Only one stretch of the data is wanted: the line containing "ring pip: (551, 198)", the line containing "pinky dip: (728, 168)", and every line between them, copied exactly.

# EXERCISE DATA
★ ★ ★ ★ ★ ★ ★

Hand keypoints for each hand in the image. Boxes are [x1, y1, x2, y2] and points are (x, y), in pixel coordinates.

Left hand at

★ ★ ★ ★ ★ ★ ★

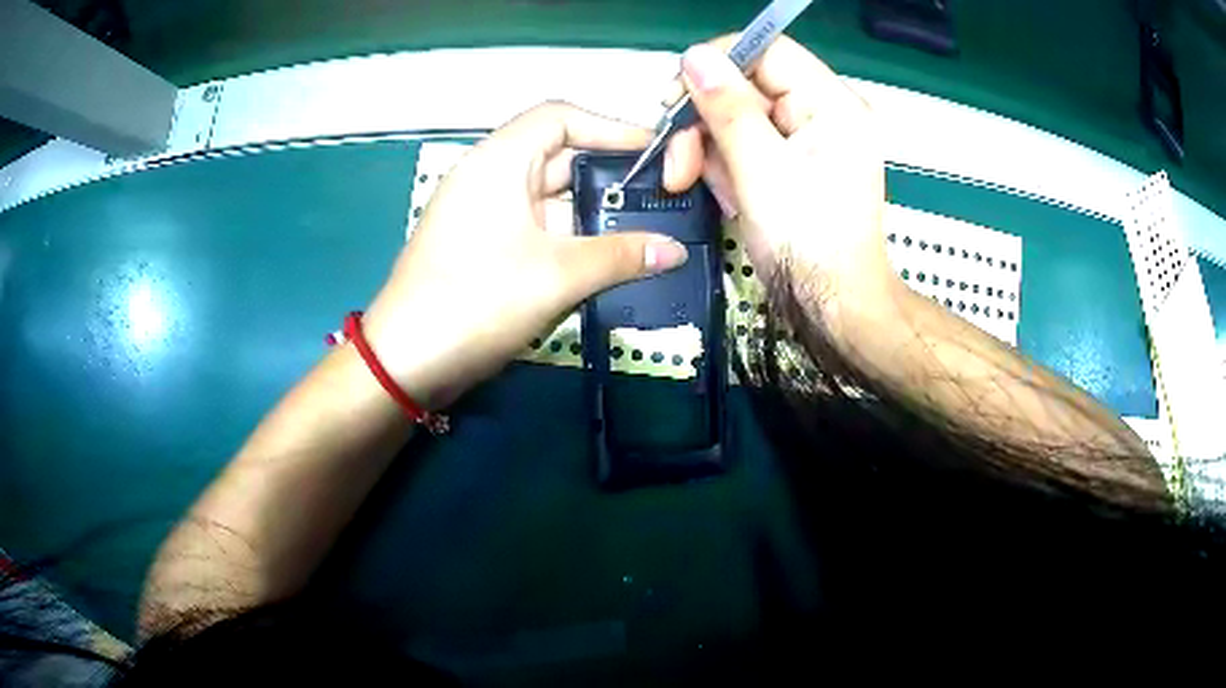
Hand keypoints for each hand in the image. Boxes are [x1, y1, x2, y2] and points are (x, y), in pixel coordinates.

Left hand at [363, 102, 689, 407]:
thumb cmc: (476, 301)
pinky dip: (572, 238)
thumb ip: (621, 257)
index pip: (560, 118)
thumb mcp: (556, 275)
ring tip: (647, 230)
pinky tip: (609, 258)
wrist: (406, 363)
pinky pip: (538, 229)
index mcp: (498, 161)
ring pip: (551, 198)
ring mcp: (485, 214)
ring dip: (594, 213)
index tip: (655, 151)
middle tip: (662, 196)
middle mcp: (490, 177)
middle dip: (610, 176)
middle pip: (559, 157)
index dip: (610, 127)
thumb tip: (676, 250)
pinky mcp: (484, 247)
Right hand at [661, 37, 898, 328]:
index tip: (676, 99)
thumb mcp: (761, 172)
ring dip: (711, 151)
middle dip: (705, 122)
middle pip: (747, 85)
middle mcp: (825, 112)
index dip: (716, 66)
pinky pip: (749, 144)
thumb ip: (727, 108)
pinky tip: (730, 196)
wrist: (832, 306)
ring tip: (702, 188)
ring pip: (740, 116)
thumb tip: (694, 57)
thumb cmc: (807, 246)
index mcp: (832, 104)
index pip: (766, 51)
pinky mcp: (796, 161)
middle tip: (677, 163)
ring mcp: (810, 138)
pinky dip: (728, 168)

★ ★ ★ ★ ★ ★ ★

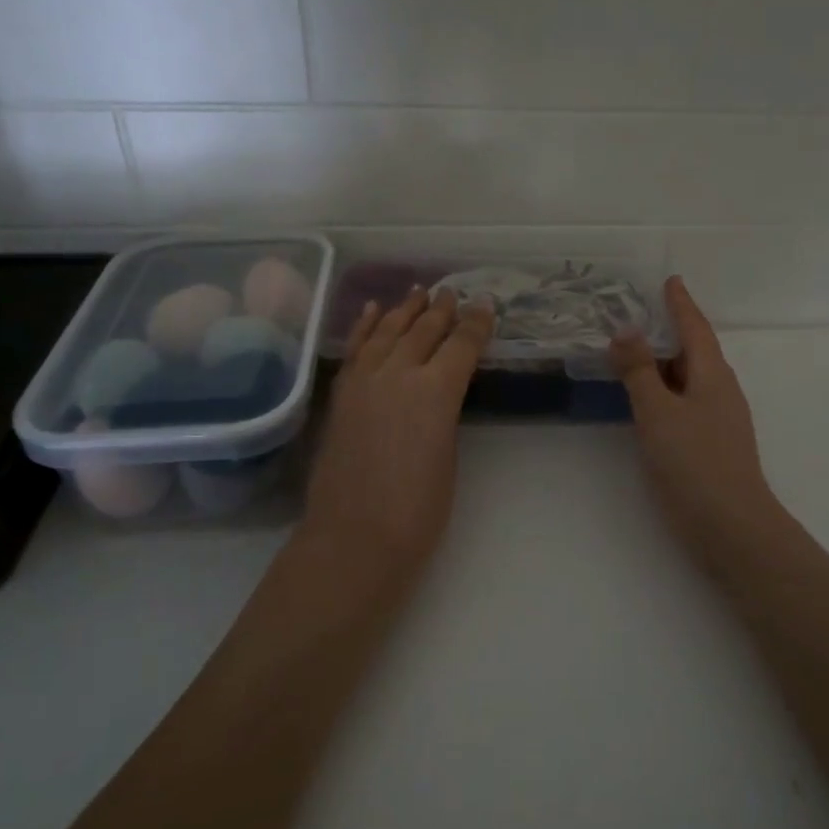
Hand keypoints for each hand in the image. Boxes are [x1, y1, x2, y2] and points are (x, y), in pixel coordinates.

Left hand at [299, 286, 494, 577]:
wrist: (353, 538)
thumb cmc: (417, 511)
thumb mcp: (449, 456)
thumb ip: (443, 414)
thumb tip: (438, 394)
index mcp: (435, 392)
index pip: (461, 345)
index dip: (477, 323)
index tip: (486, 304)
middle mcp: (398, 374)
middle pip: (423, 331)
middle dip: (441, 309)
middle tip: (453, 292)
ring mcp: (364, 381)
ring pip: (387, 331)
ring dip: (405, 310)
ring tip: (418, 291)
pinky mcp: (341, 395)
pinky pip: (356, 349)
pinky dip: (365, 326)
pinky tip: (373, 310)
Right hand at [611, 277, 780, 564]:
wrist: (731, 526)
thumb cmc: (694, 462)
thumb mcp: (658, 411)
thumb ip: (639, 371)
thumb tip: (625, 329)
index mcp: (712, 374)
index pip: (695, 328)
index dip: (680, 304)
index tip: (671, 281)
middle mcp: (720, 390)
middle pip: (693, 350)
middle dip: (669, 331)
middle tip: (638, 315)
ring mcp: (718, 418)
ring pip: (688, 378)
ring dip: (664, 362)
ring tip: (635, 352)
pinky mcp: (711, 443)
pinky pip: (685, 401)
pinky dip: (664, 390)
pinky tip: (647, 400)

★ ★ ★ ★ ★ ★ ★

# ANSWER TO THE EXERCISE
ring pip: (551, 198)
ring mcp: (485, 214)
ring dip: (594, 213)
index tip: (655, 151)
middle tip: (662, 196)
middle mcp: (490, 177)
middle dip: (610, 176)
middle pip: (559, 157)
index dip: (610, 127)
thumb tip: (676, 250)
pinky mcp: (484, 247)
Right hand at [661, 37, 898, 328]:
index tip: (676, 99)
thumb mcp: (761, 172)
ring dip: (711, 151)
middle dip: (705, 122)
middle pip: (747, 85)
middle mcp: (825, 112)
index dip: (716, 66)
pinky pip: (749, 144)
thumb ip: (727, 108)
pinky tip: (730, 196)
wrist: (832, 306)
ring tip: (702, 188)
ring pip: (740, 116)
thumb tip: (694, 57)
thumb cmc: (807, 246)
index mcp: (832, 104)
index pip: (766, 51)
pinky mcp: (796, 161)
middle tip: (677, 163)
ring mcp: (810, 138)
pinky dip: (728, 168)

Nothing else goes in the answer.